Each line of the data has to be transcribed exactly.

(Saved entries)

□ □ □ □ □ □ □

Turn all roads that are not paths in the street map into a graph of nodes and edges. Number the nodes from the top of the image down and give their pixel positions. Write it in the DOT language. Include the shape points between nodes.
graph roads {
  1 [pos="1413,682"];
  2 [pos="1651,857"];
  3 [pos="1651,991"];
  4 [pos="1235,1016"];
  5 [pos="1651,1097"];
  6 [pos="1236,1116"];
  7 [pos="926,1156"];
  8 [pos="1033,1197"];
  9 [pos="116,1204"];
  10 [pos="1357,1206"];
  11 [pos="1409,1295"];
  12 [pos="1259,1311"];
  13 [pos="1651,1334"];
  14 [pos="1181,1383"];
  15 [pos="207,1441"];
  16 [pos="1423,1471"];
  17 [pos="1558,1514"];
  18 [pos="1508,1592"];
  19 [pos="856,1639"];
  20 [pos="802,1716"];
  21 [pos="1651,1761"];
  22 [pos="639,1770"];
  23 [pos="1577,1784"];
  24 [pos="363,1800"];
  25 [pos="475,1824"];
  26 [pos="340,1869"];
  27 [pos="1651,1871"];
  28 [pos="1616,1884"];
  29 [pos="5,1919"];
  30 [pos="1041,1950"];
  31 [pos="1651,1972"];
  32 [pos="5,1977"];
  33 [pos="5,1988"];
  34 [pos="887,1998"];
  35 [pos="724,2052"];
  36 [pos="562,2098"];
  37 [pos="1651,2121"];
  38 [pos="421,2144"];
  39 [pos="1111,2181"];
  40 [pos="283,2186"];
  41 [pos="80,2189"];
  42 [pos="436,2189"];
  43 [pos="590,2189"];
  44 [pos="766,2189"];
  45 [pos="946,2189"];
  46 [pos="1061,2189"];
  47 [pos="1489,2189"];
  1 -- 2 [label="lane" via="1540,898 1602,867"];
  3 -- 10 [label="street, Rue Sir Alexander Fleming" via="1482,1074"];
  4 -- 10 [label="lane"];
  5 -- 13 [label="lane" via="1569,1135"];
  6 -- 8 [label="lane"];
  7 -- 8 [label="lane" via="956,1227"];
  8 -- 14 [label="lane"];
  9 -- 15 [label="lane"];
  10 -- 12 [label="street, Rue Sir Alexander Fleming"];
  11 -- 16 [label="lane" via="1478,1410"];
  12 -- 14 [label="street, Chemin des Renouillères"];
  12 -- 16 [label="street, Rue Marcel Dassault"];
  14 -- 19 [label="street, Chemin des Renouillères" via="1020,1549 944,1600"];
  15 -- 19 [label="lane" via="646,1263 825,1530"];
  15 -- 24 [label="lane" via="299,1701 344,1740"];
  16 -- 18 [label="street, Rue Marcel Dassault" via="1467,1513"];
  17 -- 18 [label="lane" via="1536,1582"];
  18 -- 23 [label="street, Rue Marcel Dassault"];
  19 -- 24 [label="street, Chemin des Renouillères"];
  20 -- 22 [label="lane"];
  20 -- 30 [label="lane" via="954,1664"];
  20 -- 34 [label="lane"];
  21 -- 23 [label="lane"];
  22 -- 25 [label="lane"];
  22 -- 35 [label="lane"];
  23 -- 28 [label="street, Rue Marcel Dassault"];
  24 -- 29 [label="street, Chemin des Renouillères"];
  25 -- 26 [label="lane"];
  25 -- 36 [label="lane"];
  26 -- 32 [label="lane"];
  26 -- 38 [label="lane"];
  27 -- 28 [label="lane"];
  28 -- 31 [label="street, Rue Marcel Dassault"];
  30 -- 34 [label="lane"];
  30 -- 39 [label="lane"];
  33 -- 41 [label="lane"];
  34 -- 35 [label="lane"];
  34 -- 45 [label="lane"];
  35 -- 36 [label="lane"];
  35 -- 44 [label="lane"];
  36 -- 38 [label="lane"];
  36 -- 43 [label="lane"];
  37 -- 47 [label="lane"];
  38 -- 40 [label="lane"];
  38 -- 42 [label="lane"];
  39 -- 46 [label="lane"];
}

□ □ □ □ □ □ □

### Solved problem
Turn all roads that are not paths in the street map into a graph of nodes and edges. Number the nodes from the top of the image down and give their pixel positions. Write it in the DOT language. Include the shape points between nodes.
graph roads {
  1 [pos="1413,682"];
  2 [pos="1651,857"];
  3 [pos="1651,991"];
  4 [pos="1235,1016"];
  5 [pos="1651,1097"];
  6 [pos="1236,1116"];
  7 [pos="926,1156"];
  8 [pos="1033,1197"];
  9 [pos="116,1204"];
  10 [pos="1357,1206"];
  11 [pos="1409,1295"];
  12 [pos="1259,1311"];
  13 [pos="1651,1334"];
  14 [pos="1181,1383"];
  15 [pos="207,1441"];
  16 [pos="1423,1471"];
  17 [pos="1558,1514"];
  18 [pos="1508,1592"];
  19 [pos="856,1639"];
  20 [pos="802,1716"];
  21 [pos="1651,1761"];
  22 [pos="639,1770"];
  23 [pos="1577,1784"];
  24 [pos="363,1800"];
  25 [pos="475,1824"];
  26 [pos="340,1869"];
  27 [pos="1651,1871"];
  28 [pos="1616,1884"];
  29 [pos="5,1919"];
  30 [pos="1041,1950"];
  31 [pos="1651,1972"];
  32 [pos="5,1977"];
  33 [pos="5,1988"];
  34 [pos="887,1998"];
  35 [pos="724,2052"];
  36 [pos="562,2098"];
  37 [pos="1651,2121"];
  38 [pos="421,2144"];
  39 [pos="1111,2181"];
  40 [pos="283,2186"];
  41 [pos="80,2189"];
  42 [pos="436,2189"];
  43 [pos="590,2189"];
  44 [pos="766,2189"];
  45 [pos="946,2189"];
  46 [pos="1061,2189"];
  47 [pos="1489,2189"];
  1 -- 2 [label="lane" via="1540,898 1602,867"];
  3 -- 10 [label="street, Rue Sir Alexander Fleming" via="1482,1074"];
  4 -- 10 [label="lane"];
  5 -- 13 [label="lane" via="1569,1135"];
  6 -- 8 [label="lane"];
  7 -- 8 [label="lane" via="956,1227"];
  8 -- 14 [label="lane"];
  9 -- 15 [label="lane"];
  10 -- 12 [label="street, Rue Sir Alexander Fleming"];
  11 -- 16 [label="lane" via="1478,1410"];
  12 -- 14 [label="street, Chemin des Renouillères"];
  12 -- 16 [label="street, Rue Marcel Dassault"];
  14 -- 19 [label="street, Chemin des Renouillères" via="1020,1549 944,1600"];
  15 -- 19 [label="lane" via="646,1263 825,1530"];
  15 -- 24 [label="lane" via="299,1701 344,1740"];
  16 -- 18 [label="street, Rue Marcel Dassault" via="1467,1513"];
  17 -- 18 [label="lane" via="1536,1582"];
  18 -- 23 [label="street, Rue Marcel Dassault"];
  19 -- 24 [label="street, Chemin des Renouillères"];
  20 -- 22 [label="lane"];
  20 -- 30 [label="lane" via="954,1664"];
  20 -- 34 [label="lane"];
  21 -- 23 [label="lane"];
  22 -- 25 [label="lane"];
  22 -- 35 [label="lane"];
  23 -- 28 [label="street, Rue Marcel Dassault"];
  24 -- 29 [label="street, Chemin des Renouillères"];
  25 -- 26 [label="lane"];
  25 -- 36 [label="lane"];
  26 -- 32 [label="lane"];
  26 -- 38 [label="lane"];
  27 -- 28 [label="lane"];
  28 -- 31 [label="street, Rue Marcel Dassault"];
  30 -- 34 [label="lane"];
  30 -- 39 [label="lane"];
  33 -- 41 [label="lane"];
  34 -- 35 [label="lane"];
  34 -- 45 [label="lane"];
  35 -- 36 [label="lane"];
  35 -- 44 [label="lane"];
  36 -- 38 [label="lane"];
  36 -- 43 [label="lane"];
  37 -- 47 [label="lane"];
  38 -- 40 [label="lane"];
  38 -- 42 [label="lane"];
  39 -- 46 [label="lane"];
}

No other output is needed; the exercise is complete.